Beginning at the line that contains "759, 631, font8, paint);", return every remaining line of the data below exactly; return nothing before it.

•••

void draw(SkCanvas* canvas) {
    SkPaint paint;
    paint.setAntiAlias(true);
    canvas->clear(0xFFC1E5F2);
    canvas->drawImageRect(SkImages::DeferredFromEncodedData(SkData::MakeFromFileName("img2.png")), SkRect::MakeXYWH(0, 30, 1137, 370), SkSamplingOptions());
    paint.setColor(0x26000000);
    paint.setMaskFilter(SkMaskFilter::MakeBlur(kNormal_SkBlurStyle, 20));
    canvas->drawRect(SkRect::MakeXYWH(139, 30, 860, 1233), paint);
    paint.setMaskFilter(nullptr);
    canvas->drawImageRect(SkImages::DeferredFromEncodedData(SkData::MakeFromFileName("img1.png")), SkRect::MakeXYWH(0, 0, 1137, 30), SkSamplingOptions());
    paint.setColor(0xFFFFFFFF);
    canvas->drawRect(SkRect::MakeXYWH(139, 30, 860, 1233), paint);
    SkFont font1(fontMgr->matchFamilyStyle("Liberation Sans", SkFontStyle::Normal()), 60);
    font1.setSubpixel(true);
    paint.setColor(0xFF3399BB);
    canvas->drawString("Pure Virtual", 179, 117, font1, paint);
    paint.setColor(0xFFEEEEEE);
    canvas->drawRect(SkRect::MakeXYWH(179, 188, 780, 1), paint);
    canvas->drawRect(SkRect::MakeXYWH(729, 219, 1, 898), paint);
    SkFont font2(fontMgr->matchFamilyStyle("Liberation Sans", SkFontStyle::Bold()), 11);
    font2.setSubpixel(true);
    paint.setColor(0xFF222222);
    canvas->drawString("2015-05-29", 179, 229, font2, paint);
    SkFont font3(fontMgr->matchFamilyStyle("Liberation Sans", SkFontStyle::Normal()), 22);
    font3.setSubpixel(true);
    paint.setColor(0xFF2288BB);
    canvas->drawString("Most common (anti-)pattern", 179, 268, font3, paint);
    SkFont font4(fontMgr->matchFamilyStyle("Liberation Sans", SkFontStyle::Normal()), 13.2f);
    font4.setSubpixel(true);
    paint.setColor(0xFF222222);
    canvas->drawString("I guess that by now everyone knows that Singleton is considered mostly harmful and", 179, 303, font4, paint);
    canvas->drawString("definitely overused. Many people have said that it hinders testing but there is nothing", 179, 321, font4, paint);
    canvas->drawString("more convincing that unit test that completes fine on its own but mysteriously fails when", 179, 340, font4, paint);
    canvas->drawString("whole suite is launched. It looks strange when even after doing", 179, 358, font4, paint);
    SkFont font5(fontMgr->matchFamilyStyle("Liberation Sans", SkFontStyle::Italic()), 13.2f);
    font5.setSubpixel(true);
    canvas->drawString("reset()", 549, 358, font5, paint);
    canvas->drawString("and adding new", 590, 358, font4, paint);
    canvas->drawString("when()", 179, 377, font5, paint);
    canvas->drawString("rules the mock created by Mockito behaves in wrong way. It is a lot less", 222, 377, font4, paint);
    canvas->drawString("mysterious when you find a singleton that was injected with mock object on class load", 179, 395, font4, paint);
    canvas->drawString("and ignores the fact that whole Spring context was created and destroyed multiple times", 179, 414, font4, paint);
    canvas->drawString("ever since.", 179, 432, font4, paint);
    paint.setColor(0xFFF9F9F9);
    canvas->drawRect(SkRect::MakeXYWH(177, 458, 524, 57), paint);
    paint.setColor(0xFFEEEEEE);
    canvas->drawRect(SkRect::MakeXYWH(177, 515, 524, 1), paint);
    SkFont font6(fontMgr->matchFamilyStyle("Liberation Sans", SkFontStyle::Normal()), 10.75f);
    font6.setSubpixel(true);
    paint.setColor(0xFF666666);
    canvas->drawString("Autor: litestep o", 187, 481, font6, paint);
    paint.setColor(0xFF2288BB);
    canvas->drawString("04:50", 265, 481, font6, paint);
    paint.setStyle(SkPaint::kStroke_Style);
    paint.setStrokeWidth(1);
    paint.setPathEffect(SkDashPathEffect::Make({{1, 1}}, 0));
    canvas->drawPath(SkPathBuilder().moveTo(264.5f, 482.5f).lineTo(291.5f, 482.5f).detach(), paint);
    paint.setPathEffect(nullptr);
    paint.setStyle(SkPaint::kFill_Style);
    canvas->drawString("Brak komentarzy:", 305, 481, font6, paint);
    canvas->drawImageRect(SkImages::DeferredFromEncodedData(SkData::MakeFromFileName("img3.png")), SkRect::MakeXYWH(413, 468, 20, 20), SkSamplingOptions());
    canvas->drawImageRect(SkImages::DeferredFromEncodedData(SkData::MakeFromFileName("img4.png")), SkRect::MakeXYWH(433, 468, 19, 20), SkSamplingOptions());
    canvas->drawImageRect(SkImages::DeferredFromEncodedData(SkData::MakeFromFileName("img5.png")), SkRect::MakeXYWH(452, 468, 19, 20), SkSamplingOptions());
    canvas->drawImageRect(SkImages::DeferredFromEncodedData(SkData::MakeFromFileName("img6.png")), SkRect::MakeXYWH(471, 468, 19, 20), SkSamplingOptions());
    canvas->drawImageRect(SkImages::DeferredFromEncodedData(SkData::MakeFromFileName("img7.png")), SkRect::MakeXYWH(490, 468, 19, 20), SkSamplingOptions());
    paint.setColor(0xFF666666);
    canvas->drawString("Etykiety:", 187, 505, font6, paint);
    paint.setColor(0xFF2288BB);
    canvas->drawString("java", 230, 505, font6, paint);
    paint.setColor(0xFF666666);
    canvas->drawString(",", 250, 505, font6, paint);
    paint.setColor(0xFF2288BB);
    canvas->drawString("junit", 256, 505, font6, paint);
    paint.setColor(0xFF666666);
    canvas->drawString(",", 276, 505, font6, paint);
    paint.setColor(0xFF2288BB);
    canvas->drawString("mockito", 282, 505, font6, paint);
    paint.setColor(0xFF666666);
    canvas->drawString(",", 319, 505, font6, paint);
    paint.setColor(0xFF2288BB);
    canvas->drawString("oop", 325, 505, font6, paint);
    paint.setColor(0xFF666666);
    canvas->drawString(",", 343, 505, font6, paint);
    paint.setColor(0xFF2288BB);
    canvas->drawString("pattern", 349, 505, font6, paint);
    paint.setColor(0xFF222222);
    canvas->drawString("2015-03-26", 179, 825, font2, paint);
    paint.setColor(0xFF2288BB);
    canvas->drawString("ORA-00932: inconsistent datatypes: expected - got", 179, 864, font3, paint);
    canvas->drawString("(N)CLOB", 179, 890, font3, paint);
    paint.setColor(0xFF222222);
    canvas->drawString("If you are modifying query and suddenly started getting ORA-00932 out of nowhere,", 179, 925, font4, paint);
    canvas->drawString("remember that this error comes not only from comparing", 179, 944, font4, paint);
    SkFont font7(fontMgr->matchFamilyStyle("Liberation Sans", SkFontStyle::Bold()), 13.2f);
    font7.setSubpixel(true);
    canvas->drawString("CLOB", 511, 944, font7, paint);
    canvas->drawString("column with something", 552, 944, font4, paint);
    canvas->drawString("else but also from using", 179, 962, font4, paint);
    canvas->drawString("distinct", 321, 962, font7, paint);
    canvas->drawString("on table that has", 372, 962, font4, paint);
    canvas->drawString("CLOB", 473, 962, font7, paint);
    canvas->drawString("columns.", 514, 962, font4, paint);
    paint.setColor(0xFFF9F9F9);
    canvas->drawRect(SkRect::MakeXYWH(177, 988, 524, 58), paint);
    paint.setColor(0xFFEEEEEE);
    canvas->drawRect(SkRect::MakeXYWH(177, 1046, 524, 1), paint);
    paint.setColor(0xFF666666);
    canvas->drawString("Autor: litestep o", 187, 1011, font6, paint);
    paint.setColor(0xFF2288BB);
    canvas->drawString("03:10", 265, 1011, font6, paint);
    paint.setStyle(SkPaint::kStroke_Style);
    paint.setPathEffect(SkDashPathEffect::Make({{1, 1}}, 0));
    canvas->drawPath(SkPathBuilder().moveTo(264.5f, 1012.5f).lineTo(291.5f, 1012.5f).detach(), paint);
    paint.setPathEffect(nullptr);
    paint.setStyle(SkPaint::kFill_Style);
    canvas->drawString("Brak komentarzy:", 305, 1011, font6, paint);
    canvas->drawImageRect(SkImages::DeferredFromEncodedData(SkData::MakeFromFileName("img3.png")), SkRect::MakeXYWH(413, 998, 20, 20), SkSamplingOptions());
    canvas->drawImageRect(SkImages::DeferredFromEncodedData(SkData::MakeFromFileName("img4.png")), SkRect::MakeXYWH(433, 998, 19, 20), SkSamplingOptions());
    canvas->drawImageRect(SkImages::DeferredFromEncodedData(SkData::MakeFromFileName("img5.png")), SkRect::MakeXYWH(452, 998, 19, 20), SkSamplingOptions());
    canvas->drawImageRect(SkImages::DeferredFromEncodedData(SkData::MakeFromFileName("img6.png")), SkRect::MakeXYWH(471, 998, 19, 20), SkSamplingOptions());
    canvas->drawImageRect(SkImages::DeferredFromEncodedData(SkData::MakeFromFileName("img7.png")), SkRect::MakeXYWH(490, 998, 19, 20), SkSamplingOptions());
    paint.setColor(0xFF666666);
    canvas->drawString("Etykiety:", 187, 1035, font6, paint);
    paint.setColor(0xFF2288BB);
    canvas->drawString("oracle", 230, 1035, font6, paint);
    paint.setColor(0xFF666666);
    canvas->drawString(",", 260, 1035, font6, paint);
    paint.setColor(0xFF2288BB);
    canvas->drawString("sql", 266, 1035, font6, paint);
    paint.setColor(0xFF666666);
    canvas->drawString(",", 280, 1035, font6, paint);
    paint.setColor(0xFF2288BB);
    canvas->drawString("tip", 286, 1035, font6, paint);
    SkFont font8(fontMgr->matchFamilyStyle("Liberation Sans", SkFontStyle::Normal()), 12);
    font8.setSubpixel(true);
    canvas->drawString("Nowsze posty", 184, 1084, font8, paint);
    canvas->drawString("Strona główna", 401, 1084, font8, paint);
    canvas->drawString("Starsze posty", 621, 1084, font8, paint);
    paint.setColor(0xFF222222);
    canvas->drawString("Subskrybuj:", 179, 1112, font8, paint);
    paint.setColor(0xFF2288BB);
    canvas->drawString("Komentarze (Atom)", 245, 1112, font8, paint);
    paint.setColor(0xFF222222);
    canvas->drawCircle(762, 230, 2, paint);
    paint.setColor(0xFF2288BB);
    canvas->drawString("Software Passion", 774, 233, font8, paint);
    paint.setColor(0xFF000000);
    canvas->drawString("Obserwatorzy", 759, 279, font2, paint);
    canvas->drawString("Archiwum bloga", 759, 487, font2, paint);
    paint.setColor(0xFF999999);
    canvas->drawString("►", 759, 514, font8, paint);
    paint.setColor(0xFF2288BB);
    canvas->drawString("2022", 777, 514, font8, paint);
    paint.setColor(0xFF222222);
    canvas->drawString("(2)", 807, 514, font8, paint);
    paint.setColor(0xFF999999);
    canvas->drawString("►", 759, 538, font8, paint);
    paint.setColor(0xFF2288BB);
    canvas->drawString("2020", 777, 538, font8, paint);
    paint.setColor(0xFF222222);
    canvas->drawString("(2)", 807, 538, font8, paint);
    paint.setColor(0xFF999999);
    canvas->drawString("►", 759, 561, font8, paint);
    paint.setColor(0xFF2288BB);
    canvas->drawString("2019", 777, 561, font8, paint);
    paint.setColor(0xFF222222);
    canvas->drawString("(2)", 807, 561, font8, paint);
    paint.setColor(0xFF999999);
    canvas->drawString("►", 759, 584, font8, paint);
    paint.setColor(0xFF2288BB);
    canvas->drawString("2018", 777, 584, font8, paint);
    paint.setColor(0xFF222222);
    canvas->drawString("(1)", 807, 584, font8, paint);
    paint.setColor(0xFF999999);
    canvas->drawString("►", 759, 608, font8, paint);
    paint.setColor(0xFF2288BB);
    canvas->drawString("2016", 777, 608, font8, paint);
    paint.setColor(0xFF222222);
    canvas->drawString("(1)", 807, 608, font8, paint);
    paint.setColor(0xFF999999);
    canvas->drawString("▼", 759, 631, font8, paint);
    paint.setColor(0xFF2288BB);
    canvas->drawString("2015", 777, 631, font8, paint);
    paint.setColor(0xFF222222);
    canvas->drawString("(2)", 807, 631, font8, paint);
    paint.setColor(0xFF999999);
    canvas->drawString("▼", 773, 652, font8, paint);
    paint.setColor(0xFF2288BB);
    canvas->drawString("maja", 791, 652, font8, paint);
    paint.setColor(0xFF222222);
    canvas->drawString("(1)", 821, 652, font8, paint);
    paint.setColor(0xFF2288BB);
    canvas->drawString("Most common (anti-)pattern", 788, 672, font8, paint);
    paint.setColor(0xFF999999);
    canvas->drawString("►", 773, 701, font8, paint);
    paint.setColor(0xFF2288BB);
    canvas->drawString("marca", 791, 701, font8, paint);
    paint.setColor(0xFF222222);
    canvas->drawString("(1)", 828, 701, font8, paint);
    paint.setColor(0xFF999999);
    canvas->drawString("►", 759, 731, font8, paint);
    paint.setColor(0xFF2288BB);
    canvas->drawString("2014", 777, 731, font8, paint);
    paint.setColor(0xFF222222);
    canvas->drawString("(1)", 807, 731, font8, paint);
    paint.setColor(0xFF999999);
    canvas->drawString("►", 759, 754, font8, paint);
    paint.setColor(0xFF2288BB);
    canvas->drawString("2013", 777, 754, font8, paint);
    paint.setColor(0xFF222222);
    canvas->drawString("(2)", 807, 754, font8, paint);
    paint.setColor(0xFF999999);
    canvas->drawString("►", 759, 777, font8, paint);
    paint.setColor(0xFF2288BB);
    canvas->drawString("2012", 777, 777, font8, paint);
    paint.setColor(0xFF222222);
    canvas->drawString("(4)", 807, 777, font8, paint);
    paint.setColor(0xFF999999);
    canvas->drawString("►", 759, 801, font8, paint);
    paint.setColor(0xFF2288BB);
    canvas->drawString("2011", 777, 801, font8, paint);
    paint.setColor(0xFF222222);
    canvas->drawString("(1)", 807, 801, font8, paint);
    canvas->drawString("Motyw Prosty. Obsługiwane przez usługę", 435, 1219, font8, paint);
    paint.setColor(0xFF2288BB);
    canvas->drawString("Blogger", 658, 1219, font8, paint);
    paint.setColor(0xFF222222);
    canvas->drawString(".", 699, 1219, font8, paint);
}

•••

**REPLY TO THE EXERCISE**
    canvas->drawString("▼", 759, 631, font8, paint);
    paint.setColor(0xFF2288BB);
    canvas->drawString("2015", 777, 631, font8, paint);
    paint.setColor(0xFF222222);
    canvas->drawString("(2)", 807, 631, font8, paint);
    paint.setColor(0xFF999999);
    canvas->drawString("▼", 773, 652, font8, paint);
    paint.setColor(0xFF2288BB);
    canvas->drawString("maja", 791, 652, font8, paint);
    paint.setColor(0xFF222222);
    canvas->drawString("(1)", 821, 652, font8, paint);
    paint.setColor(0xFF2288BB);
    canvas->drawString("Most common (anti-)pattern", 788, 672, font8, paint);
    paint.setColor(0xFF999999);
    canvas->drawString("►", 773, 701, font8, paint);
    paint.setColor(0xFF2288BB);
    canvas->drawString("marca", 791, 701, font8, paint);
    paint.setColor(0xFF222222);
    canvas->drawString("(1)", 828, 701, font8, paint);
    paint.setColor(0xFF999999);
    canvas->drawString("►", 759, 731, font8, paint);
    paint.setColor(0xFF2288BB);
    canvas->drawString("2014", 777, 731, font8, paint);
    paint.setColor(0xFF222222);
    canvas->drawString("(1)", 807, 731, font8, paint);
    paint.setColor(0xFF999999);
    canvas->drawString("►", 759, 754, font8, paint);
    paint.setColor(0xFF2288BB);
    canvas->drawString("2013", 777, 754, font8, paint);
    paint.setColor(0xFF222222);
    canvas->drawString("(2)", 807, 754, font8, paint);
    paint.setColor(0xFF999999);
    canvas->drawString("►", 759, 777, font8, paint);
    paint.setColor(0xFF2288BB);
    canvas->drawString("2012", 777, 777, font8, paint);
    paint.setColor(0xFF222222);
    canvas->drawString("(4)", 807, 777, font8, paint);
    paint.setColor(0xFF999999);
    canvas->drawString("►", 759, 801, font8, paint);
    paint.setColor(0xFF2288BB);
    canvas->drawString("2011", 777, 801, font8, paint);
    paint.setColor(0xFF222222);
    canvas->drawString("(1)", 807, 801, font8, paint);
    canvas->drawString("Motyw Prosty. Obsługiwane przez usługę", 435, 1219, font8, paint);
    paint.setColor(0xFF2288BB);
    canvas->drawString("Blogger", 658, 1219, font8, paint);
    paint.setColor(0xFF222222);
    canvas->drawString(".", 699, 1219, font8, paint);
}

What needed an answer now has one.